Monday, March 19, 2018

BOOK REVIEW: THE ORPHAN KEEPER by Camron Wright

THE ORPHAN KEEPER
Camron Wright
Shadow Mountain Publishing


Based on a remarkable true story

Seven-year-old Chellamuthu’s life—and his destiny—is forever changed when he is kidnapped from his village in Southern India and sold to the Lincoln Home for Homeless Children. His family is desperate to find him, and Chellamuthu anxiously tells the Indian orphanage that he is not an orphan, he has a mother who loves him. But he is told not to worry, he will soon be adopted by a loving family in America.

Chellamuthu is suddenly surrounded by a foreign land and a foreign language. He can’t tell people that he already has a family and becomes consumed by a single, impossible question: How do I get home? But after more than a decade, home becomes a much more complicated idea as the Indian boy eventually sheds his past and receives a new name: Taj Khyber Rowland.
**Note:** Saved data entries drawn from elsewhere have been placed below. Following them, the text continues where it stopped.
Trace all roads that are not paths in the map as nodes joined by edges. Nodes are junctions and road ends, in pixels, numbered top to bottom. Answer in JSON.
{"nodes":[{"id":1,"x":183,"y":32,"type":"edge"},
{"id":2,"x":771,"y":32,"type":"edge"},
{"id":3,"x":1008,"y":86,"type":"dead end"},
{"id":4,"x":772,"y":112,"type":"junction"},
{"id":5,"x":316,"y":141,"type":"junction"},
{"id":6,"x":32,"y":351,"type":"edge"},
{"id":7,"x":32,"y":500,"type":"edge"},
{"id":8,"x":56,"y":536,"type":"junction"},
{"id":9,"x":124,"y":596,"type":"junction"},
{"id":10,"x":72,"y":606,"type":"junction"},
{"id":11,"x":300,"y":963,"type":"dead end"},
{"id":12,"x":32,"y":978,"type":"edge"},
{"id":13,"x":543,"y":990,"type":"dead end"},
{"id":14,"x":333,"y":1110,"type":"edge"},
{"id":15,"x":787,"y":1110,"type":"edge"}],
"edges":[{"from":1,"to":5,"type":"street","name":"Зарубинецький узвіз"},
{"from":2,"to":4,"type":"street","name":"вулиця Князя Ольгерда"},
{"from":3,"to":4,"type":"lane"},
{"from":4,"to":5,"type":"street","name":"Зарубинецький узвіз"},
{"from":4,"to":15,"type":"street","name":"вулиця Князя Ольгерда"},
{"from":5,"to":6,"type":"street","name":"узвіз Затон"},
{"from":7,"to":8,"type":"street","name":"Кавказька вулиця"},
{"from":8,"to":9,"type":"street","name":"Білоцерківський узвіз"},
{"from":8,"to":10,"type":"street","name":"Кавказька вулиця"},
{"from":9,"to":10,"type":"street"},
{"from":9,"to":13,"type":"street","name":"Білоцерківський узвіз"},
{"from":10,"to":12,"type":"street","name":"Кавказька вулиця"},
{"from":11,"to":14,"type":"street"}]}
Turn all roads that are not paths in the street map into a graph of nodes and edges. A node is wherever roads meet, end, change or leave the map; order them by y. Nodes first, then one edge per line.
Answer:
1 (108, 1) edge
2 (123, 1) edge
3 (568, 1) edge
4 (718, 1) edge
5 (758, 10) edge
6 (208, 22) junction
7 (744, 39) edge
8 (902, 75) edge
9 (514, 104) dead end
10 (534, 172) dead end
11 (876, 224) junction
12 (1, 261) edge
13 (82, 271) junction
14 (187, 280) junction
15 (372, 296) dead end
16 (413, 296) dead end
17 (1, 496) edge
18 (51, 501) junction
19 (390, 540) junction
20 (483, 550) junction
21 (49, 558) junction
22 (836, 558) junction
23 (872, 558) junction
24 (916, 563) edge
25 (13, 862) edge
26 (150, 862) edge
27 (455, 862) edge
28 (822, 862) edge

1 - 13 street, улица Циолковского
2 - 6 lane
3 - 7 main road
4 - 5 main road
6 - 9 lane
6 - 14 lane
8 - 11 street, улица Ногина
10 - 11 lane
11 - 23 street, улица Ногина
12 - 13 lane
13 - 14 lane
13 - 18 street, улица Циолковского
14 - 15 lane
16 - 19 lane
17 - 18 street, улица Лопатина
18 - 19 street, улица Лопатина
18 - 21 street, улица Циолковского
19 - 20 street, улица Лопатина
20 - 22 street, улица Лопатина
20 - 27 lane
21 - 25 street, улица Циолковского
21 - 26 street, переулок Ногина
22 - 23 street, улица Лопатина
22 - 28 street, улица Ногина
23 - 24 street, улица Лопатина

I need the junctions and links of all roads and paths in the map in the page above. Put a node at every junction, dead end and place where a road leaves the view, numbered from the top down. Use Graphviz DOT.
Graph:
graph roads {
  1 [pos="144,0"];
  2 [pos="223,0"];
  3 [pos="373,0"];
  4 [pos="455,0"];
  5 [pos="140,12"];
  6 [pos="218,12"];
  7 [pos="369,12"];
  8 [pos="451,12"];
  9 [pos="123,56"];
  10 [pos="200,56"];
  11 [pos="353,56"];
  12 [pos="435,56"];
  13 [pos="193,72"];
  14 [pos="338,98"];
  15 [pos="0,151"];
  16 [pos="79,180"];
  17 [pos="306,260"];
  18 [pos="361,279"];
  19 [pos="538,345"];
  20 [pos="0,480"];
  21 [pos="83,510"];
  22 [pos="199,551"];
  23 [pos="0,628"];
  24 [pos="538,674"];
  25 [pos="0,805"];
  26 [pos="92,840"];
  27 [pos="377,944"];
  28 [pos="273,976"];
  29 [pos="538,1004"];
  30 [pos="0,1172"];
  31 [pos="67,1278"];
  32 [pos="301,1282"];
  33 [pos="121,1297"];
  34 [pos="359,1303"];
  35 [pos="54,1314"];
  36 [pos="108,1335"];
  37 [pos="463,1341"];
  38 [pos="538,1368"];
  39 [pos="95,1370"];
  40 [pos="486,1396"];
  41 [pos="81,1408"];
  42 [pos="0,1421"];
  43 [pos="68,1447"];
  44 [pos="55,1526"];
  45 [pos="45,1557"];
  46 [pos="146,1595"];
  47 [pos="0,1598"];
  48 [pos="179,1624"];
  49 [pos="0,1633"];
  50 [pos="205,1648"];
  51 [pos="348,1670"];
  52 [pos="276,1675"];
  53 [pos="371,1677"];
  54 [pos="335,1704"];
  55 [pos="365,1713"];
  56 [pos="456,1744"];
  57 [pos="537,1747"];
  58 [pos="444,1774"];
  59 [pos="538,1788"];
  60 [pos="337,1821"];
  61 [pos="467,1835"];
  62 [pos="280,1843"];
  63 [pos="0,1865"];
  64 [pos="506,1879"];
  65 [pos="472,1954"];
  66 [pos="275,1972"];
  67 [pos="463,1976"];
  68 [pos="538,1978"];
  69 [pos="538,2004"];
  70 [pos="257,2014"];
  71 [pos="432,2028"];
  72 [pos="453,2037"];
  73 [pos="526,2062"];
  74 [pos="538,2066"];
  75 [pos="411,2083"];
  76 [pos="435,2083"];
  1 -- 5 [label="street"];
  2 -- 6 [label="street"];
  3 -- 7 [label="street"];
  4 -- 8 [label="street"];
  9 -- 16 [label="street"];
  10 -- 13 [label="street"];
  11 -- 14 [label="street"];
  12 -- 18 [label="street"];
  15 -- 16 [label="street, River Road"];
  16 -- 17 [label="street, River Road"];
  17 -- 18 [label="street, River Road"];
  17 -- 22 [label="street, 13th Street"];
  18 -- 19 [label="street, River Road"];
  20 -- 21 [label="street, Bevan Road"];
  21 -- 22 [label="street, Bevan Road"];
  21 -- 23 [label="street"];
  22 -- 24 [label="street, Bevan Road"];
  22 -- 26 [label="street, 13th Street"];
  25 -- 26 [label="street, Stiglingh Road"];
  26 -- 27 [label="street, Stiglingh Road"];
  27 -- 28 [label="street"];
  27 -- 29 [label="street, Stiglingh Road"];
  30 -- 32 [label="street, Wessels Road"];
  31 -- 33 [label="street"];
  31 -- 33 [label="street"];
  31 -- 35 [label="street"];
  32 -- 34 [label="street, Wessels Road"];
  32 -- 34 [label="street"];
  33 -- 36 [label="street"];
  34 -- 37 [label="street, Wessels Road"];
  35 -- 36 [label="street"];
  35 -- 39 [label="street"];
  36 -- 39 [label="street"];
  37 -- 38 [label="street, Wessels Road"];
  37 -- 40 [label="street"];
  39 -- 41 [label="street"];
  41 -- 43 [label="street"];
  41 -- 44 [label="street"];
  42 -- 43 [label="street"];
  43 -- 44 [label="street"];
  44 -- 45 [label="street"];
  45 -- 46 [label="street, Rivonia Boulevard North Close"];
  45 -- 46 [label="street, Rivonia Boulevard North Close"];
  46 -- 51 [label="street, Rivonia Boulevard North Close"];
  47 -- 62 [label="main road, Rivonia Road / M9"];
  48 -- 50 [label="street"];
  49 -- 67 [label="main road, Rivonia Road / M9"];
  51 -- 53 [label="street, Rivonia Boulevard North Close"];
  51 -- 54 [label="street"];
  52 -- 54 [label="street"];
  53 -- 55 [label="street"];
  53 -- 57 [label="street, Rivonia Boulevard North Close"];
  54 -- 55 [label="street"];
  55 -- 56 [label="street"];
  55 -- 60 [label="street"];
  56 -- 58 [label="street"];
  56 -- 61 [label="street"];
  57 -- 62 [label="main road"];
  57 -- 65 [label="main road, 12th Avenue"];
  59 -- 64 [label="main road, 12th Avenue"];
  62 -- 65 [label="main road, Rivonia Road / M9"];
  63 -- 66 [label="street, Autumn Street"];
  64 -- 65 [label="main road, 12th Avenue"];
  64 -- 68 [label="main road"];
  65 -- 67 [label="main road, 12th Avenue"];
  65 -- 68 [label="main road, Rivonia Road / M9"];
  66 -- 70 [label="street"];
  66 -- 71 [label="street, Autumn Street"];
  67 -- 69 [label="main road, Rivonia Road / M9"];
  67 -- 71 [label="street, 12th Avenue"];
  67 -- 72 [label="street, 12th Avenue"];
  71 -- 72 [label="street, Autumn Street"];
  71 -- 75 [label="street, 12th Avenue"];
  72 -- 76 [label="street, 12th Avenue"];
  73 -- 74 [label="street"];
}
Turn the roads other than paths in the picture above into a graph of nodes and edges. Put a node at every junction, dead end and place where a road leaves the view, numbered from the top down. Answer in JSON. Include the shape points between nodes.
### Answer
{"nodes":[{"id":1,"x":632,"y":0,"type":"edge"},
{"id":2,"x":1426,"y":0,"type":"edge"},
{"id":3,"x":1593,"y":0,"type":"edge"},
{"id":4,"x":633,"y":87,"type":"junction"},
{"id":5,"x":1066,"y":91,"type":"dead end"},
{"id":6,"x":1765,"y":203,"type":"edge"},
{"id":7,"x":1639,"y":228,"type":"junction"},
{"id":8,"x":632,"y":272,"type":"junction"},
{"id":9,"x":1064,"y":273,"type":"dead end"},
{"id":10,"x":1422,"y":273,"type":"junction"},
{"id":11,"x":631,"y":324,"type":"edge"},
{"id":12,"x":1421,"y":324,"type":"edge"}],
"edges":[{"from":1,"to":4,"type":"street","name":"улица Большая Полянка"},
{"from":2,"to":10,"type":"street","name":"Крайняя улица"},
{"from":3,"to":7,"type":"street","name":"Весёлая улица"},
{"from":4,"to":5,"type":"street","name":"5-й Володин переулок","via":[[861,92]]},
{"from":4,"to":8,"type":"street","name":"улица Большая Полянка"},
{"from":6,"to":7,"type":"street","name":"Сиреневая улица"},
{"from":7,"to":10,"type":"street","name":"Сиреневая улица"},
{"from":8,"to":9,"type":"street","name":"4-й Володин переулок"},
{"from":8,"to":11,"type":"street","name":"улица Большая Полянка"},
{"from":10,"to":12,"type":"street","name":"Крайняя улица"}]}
It isn’t until Taj meets an Indian family who helps him rediscover his roots, as well as marrying Priya, his wife, who helps him unveil the secrets of his past, that he begins to discover the truth he has all but forgotten. Taj is determined to return to India and begin the quest to find his birth family. But is it too late? Is it possible that his birth mother is still looking for him? And which family does he belong to now?

MY REVIEW:

From the very first page, I could not put this book down. The story of Taj (Chellamuthu) and how he was taken from India as a child and adopted in the U.S. is both heartbreaking and inspiring. I was moved to tears more than once, and by the end I was convinced that nothing about his experience was coincidental. Everyone should read this story. It will make you appreciate the blessings and the people in your life all the more.